* [TASK TO CARRY OUT] Excluding pictures, give the entries again exactly as they appear.

* [DATA TO USE]
»»

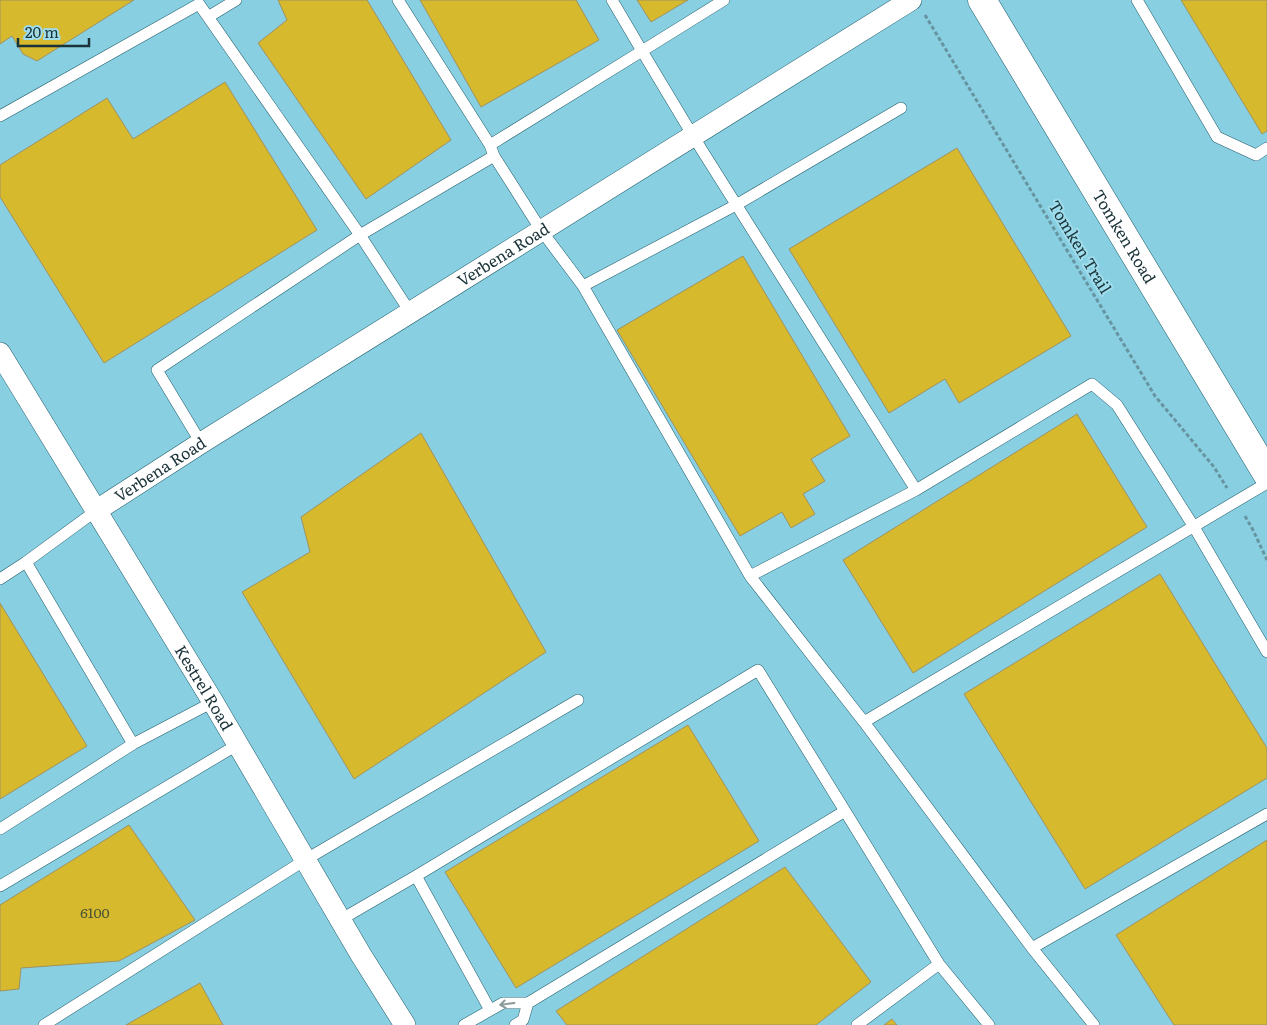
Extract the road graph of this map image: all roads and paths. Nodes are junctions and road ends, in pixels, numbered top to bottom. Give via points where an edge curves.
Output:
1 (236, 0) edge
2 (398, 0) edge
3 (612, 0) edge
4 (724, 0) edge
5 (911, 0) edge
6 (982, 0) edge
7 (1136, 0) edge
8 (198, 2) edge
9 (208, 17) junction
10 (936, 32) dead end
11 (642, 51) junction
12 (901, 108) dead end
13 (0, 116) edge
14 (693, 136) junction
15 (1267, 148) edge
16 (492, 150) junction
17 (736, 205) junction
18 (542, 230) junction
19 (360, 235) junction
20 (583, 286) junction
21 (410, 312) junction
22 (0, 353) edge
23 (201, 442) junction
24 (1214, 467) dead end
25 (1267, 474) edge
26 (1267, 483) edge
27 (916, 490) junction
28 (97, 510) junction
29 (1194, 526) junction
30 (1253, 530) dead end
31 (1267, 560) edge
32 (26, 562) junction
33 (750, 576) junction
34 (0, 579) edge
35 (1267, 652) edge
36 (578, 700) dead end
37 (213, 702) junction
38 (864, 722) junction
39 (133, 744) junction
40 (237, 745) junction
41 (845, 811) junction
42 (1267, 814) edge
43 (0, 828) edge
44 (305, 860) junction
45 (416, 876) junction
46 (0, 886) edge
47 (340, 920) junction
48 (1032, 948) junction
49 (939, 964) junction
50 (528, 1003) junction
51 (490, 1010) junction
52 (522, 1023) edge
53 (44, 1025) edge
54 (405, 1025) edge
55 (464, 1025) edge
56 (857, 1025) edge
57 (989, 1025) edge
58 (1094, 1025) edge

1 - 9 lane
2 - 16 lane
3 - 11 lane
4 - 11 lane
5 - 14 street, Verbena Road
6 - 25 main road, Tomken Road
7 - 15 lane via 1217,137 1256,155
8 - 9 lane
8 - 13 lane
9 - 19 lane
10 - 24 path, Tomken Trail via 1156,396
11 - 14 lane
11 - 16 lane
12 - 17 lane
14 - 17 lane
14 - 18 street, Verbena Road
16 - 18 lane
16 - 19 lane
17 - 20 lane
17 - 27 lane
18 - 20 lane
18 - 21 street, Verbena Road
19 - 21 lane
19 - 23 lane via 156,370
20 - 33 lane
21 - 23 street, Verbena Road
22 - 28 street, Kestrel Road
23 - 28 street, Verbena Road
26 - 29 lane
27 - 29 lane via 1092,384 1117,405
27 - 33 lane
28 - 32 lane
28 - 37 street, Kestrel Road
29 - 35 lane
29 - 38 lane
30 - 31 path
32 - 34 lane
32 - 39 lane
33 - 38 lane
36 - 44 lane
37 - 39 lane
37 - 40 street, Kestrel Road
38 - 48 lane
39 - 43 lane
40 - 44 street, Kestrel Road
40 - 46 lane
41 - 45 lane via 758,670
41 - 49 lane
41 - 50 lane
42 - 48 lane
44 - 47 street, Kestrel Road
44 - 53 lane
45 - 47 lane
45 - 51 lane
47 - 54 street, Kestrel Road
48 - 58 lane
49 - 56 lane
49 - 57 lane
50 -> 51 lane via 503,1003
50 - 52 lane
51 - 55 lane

««

* [WORKED SOLUTION]
Extract the road graph of this map image: all roads and paths. Nodes are junctions and road ends, in pixels, numbered top to bottom. Give via points where an edge curves.
Output:
1 (236, 0) edge
2 (398, 0) edge
3 (612, 0) edge
4 (724, 0) edge
5 (911, 0) edge
6 (982, 0) edge
7 (1136, 0) edge
8 (198, 2) edge
9 (208, 17) junction
10 (936, 32) dead end
11 (642, 51) junction
12 (901, 108) dead end
13 (0, 116) edge
14 (693, 136) junction
15 (1267, 148) edge
16 (492, 150) junction
17 (736, 205) junction
18 (542, 230) junction
19 (360, 235) junction
20 (583, 286) junction
21 (410, 312) junction
22 (0, 353) edge
23 (201, 442) junction
24 (1214, 467) dead end
25 (1267, 474) edge
26 (1267, 483) edge
27 (916, 490) junction
28 (97, 510) junction
29 (1194, 526) junction
30 (1253, 530) dead end
31 (1267, 560) edge
32 (26, 562) junction
33 (750, 576) junction
34 (0, 579) edge
35 (1267, 652) edge
36 (578, 700) dead end
37 (213, 702) junction
38 (864, 722) junction
39 (133, 744) junction
40 (237, 745) junction
41 (845, 811) junction
42 (1267, 814) edge
43 (0, 828) edge
44 (305, 860) junction
45 (416, 876) junction
46 (0, 886) edge
47 (340, 920) junction
48 (1032, 948) junction
49 (939, 964) junction
50 (528, 1003) junction
51 (490, 1010) junction
52 (522, 1023) edge
53 (44, 1025) edge
54 (405, 1025) edge
55 (464, 1025) edge
56 (857, 1025) edge
57 (989, 1025) edge
58 (1094, 1025) edge

1 - 9 lane
2 - 16 lane
3 - 11 lane
4 - 11 lane
5 - 14 street, Verbena Road
6 - 25 main road, Tomken Road
7 - 15 lane via 1217,137 1256,155
8 - 9 lane
8 - 13 lane
9 - 19 lane
10 - 24 path, Tomken Trail via 1156,396
11 - 14 lane
11 - 16 lane
12 - 17 lane
14 - 17 lane
14 - 18 street, Verbena Road
16 - 18 lane
16 - 19 lane
17 - 20 lane
17 - 27 lane
18 - 20 lane
18 - 21 street, Verbena Road
19 - 21 lane
19 - 23 lane via 156,370
20 - 33 lane
21 - 23 street, Verbena Road
22 - 28 street, Kestrel Road
23 - 28 street, Verbena Road
26 - 29 lane
27 - 29 lane via 1092,384 1117,405
27 - 33 lane
28 - 32 lane
28 - 37 street, Kestrel Road
29 - 35 lane
29 - 38 lane
30 - 31 path
32 - 34 lane
32 - 39 lane
33 - 38 lane
36 - 44 lane
37 - 39 lane
37 - 40 street, Kestrel Road
38 - 48 lane
39 - 43 lane
40 - 44 street, Kestrel Road
40 - 46 lane
41 - 45 lane via 758,670
41 - 49 lane
41 - 50 lane
42 - 48 lane
44 - 47 street, Kestrel Road
44 - 53 lane
45 - 47 lane
45 - 51 lane
47 - 54 street, Kestrel Road
48 - 58 lane
49 - 56 lane
49 - 57 lane
50 -> 51 lane via 503,1003
50 - 52 lane
51 - 55 lane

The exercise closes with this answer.